Your copy should match the listing below word for word, with no images in it.

──────────

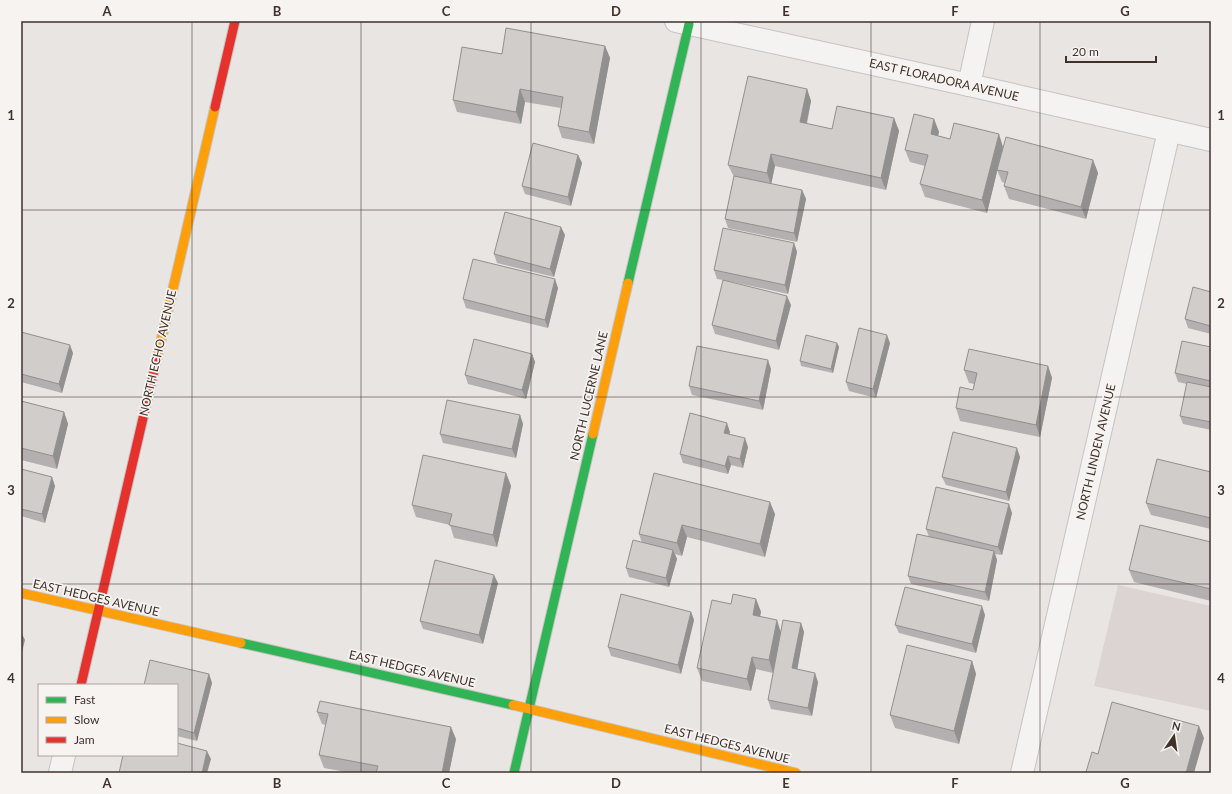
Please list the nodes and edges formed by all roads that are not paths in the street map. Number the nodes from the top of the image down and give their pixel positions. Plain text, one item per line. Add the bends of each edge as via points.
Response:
1 (235, 21) edge
2 (983, 21) edge
3 (683, 22) edge
4 (969, 85) junction
5 (1170, 131) junction
6 (1211, 140) edge
7 (21, 593) edge
8 (98, 610) junction
9 (81, 684) edge
10 (528, 708) junction
11 (64, 756) edge
12 (60, 773) edge
13 (514, 773) edge
14 (796, 773) edge
15 (1022, 773) edge

1 - 8 street, NORTH ECHO AVENUE
2 - 4 street
3 - 4 street, EAST FLORADORA AVENUE
3 - 10 street, NORTH LUCERNE LANE
4 - 5 street, EAST FLORADORA AVENUE
5 - 6 street, EAST FLORADORA AVENUE
5 - 15 street, NORTH LINDEN AVENUE
7 - 8 street, EAST HEDGES AVENUE
8 - 9 street, NORTH ECHO AVENUE
8 - 10 street, EAST HEDGES AVENUE
10 - 13 street, NORTH LUCERNE LANE
10 - 14 street, EAST HEDGES AVENUE
11 - 12 street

──────────

> [ANSWER SPACE]:
Please list the nodes and edges formed by all roads that are not paths in the street map. Number the nodes from the top of the image down and give their pixel positions. Plain text, one item per line. Add the bends of each edge as via points.
Response:
1 (235, 21) edge
2 (983, 21) edge
3 (683, 22) edge
4 (969, 85) junction
5 (1170, 131) junction
6 (1211, 140) edge
7 (21, 593) edge
8 (98, 610) junction
9 (81, 684) edge
10 (528, 708) junction
11 (64, 756) edge
12 (60, 773) edge
13 (514, 773) edge
14 (796, 773) edge
15 (1022, 773) edge

1 - 8 street, NORTH ECHO AVENUE
2 - 4 street
3 - 4 street, EAST FLORADORA AVENUE
3 - 10 street, NORTH LUCERNE LANE
4 - 5 street, EAST FLORADORA AVENUE
5 - 6 street, EAST FLORADORA AVENUE
5 - 15 street, NORTH LINDEN AVENUE
7 - 8 street, EAST HEDGES AVENUE
8 - 9 street, NORTH ECHO AVENUE
8 - 10 street, EAST HEDGES AVENUE
10 - 13 street, NORTH LUCERNE LANE
10 - 14 street, EAST HEDGES AVENUE
11 - 12 street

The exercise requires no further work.